Musicals in the Depression

Gold Diggers of 1933

The Musical . . .

With showgirls singing "We're in the Money" in the opening scene, this musically ironically begins with a luxurous and glamorous depiction of broadway during the Depression. Half way through the song, however, they are forced to stop because of the show's bankruptcy. This leads them fortunately into the hands of piano player and song writer Brad Roberts. With his song writing skills and 15,000 dollar contribution Brad leads the showgirls to success on the stage.

. . . In the Depression

Celebrating those in financial need over the wealthy, this musical sides with the "gold diggers" (a.k.a. showgirls). Brad Roberts (a.k.a. Robert Bradford) tries to hide his wealthy background and takes shame in the pretentiousness of his brother. Eventually ridiculing his brother's obnoxious snobbery through their witty set-up, this musical brings humor to hardship and success to misfortune. Moreover, the inner plot of the musical dramatizes the strife of war verterans as they once marched in army lines and are now standing in breadlines. Subsequently, this musical appeals to a wide range of audiences--from the middle aged unemployed to romantic teenage girls.

42nd Street

The Musical . . .

Beginning with a aerial of 42nd street, this musical brings its setting into the commotion of the city. Dorothy Brock, the star in the upcoming musical produced by Jones and Barry, is the stereotypical broadway snob whose main concerns are money and sex. She, however, is not the heroine of this musical. Peggy (Ginger Rogers) emerges as the the young, inexperienced show girl who saves the day when taking over for Dorothy.

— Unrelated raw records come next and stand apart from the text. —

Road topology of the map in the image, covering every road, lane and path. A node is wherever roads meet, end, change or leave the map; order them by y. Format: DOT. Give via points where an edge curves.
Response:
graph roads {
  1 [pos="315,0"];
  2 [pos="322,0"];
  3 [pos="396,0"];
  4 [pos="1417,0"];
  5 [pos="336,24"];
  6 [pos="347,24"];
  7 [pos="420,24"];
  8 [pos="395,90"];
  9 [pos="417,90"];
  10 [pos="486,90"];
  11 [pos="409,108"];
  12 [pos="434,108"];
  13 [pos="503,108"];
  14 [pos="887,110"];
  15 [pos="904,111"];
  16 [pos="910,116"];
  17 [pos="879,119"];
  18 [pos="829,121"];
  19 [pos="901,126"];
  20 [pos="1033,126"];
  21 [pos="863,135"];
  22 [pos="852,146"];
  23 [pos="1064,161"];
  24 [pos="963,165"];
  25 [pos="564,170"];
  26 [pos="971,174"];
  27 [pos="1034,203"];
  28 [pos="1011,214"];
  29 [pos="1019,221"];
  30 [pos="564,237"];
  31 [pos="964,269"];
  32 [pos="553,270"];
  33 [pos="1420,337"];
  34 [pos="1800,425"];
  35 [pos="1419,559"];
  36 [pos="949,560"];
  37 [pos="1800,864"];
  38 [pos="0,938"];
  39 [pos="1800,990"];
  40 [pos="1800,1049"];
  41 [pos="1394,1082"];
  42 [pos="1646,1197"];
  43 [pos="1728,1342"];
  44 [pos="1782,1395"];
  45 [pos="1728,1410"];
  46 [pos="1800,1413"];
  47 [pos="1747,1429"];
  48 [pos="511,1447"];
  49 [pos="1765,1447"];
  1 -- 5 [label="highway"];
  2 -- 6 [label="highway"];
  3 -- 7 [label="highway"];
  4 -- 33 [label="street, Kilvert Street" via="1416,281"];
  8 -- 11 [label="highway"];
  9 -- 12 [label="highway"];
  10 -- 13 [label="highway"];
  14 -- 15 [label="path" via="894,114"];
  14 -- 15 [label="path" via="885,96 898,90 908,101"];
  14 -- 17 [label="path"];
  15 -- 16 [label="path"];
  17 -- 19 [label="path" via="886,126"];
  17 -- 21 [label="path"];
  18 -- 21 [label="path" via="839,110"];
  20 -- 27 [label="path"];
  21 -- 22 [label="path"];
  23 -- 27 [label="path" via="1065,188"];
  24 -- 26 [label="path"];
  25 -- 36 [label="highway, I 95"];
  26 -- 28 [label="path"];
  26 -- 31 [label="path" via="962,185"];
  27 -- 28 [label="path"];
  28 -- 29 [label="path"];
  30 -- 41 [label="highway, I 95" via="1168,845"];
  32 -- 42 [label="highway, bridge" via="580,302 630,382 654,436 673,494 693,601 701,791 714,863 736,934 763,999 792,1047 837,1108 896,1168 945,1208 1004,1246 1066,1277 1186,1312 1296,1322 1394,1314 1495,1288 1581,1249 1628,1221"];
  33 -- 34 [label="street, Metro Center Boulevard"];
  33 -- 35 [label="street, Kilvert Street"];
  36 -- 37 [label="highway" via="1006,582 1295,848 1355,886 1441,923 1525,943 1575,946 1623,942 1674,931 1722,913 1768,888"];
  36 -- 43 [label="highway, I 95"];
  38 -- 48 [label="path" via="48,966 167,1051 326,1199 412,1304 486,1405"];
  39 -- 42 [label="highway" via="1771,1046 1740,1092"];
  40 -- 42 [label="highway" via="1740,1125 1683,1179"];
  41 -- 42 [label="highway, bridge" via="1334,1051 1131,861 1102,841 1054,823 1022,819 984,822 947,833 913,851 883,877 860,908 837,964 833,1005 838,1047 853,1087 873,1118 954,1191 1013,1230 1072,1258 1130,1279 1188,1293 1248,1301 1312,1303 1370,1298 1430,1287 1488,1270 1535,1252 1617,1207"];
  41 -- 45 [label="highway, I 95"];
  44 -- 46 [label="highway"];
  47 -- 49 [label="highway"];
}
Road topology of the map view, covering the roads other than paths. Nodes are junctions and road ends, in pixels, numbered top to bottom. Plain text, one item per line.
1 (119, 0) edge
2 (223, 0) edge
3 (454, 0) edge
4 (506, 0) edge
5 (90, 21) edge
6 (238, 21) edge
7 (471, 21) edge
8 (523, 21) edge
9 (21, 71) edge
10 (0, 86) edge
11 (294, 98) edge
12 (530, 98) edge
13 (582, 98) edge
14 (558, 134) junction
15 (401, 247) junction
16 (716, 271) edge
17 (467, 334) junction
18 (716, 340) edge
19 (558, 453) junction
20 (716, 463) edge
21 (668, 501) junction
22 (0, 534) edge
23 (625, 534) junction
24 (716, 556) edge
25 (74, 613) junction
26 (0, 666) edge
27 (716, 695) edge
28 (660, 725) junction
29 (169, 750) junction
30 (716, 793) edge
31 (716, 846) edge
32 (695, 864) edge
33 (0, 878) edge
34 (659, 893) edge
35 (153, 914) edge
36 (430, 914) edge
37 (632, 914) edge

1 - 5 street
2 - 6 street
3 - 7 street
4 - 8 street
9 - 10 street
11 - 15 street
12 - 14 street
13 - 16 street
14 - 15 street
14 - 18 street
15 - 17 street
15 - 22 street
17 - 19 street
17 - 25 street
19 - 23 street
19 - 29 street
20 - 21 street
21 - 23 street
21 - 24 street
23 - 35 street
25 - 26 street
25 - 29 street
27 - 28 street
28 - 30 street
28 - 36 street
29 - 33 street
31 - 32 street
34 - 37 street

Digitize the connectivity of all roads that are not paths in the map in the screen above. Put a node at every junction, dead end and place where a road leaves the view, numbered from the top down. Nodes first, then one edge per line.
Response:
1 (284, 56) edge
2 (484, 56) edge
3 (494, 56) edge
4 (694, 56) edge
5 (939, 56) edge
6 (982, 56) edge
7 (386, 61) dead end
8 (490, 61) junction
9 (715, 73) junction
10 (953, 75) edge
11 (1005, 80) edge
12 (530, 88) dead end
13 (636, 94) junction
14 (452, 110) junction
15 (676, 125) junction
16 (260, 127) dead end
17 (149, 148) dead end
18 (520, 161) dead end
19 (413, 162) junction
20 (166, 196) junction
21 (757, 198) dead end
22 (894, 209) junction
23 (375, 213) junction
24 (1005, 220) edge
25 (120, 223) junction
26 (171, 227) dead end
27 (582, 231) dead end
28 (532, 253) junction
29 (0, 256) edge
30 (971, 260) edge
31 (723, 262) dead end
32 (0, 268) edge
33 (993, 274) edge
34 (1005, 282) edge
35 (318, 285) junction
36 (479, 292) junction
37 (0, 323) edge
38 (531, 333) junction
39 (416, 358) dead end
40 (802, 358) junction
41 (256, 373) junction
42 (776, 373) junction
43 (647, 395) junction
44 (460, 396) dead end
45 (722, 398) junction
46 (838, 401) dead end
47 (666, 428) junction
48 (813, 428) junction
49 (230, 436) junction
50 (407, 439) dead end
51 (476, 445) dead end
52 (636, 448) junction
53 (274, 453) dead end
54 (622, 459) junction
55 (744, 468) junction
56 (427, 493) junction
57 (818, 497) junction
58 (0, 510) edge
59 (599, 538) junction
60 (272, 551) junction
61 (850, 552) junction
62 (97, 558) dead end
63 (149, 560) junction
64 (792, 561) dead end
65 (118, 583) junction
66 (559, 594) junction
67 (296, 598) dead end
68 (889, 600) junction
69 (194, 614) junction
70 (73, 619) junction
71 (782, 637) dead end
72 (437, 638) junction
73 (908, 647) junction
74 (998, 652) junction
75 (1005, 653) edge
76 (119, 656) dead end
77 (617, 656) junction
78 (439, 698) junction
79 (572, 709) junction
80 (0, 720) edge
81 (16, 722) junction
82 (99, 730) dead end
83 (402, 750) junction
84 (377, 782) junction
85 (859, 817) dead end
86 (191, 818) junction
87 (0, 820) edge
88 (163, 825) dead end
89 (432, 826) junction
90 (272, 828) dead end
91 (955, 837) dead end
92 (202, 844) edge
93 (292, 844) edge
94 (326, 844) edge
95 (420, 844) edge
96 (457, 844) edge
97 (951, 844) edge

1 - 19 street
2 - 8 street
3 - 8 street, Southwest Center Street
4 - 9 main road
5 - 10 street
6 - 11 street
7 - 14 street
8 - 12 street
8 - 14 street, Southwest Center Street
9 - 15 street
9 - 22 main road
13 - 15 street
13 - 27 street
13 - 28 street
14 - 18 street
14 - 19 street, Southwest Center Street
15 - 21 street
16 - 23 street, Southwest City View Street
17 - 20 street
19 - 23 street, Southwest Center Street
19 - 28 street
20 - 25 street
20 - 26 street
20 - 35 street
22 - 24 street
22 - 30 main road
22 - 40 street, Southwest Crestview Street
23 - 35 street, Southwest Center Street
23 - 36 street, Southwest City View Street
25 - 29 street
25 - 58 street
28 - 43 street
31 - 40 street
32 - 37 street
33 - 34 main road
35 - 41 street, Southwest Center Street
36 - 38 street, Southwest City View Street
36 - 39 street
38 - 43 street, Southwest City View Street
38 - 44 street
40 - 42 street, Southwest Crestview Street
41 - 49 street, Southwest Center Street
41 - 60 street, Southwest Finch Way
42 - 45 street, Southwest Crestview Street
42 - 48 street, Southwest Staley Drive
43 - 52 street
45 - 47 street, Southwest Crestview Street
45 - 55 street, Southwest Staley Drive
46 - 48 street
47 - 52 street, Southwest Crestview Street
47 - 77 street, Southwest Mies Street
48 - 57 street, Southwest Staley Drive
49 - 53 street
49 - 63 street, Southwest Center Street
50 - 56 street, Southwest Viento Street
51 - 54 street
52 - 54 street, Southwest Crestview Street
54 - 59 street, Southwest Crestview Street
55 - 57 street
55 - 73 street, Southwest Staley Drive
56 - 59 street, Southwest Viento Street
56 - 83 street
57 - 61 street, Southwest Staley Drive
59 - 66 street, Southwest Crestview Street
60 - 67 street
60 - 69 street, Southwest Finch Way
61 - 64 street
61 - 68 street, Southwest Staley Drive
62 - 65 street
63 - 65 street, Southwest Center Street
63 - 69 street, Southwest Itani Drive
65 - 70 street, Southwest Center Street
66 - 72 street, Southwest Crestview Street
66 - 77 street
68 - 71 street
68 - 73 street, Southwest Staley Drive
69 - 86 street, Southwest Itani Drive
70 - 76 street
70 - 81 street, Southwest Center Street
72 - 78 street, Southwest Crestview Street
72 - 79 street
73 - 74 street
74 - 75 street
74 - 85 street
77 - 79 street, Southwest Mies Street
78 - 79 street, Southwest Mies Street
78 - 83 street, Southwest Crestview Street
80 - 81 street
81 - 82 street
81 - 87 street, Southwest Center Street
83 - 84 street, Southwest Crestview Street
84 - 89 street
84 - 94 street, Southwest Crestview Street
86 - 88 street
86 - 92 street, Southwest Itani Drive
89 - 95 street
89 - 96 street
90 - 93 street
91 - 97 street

Barry: That's what we got you for Julian--Julian Marsh, the greatest musical comedy director in America today.

Marsh: What do you mean, today?

Jones: All right, tomorrow too.

Barry: Say with your reputation.

Marsh: Did you ever try to cash a reputation in a bank? I'm in this one for one reason--the money.

Barry: Money? You? Say, with all the hits you've had, you ought to be worth plenty.

Marsh: Yeah, I ought to be, but I'm not. Did you ever hear of Wall Street?

. . . In the Depression

This fast paced, realistic story of the challenges, hard work, and energy behind broadway curtains gave audiences an unglamorized, realistic look at the entertainment business. Audiences saw they weren't the only ones undergoing hardship and bad times. The urban setting and witty dialogue entertained audiences while keeping the plotline on their level. Busby Berkely, the extremely talented choreographer effectively created what musicals did best: sang and danced. The combination of comedy and sexual relationships kept Depression audiences away from the demoralizing effects of their outside worlds. Moreover, the innocent character of Ginger Rogers triumphs in the face of adversity.

Wizard Of Oz

The Musical . . .

In this 1939 musical, the young girl Dorothy (Judy Garland) runs away from her home in Kansas to save her little dog Toto. On returning after encountering the Professor, she finds her home in the midst of a horrendous tornado. Dorothy then escapes to her room after desperately searching for Auntie Em and Uncle Henry. Hitting her head, she ascends with her house into the twister. After the twister, the plot opens up with her colorful journey through Oz.

The Professor: You're Traveling in disguise, no, that's not right, I . . . you're going on a visit? No, I'm wrong, that's uh, you're, uh, you're running away.

Dorothy: How did you guess?

The Professor: Professor Marvel never guesses, he knows. Now why are you running away? No, no, no, don't tell me. Uh, they don't understand you at home, they don't appreciate you. You want to see other lands, big cities, big mountains, big oceans!

Dorothy: Why, it's just like you read what was inside of me.

. . . In the Depression

Interspersed with songs and effective choreography, this musical places a young girl in the unsympathetic environment of a tornado. She is torn from her family and must fight the ruthless forces of the wicked witch. Her vulnerable innocence and persevering optimism not only pull the lion, tin man, and scarecrow through the obstacles of the yellow brick road but Dorothy also engages the audience to envision the hope of reaching a seemingly insurmountable goal. Thus, when she kills the witch by trying to save the scarecrow, good fortune and determined resolve finally triumph over evil.

Although Dorothy's whirlwind flight to the colorful fantasy land of Oz visually fascinated audiences, her unending desire to return to Kansas makes viewers realize "there's no place like home." He journey away from her home effectively related to the audience's own displacement from their familiar ways of life. Subsequently, enabling people to experience a world happier and more hopeful than their own, the Wizard of Oz for 15 cents fed the American people's hunger for escape and direction.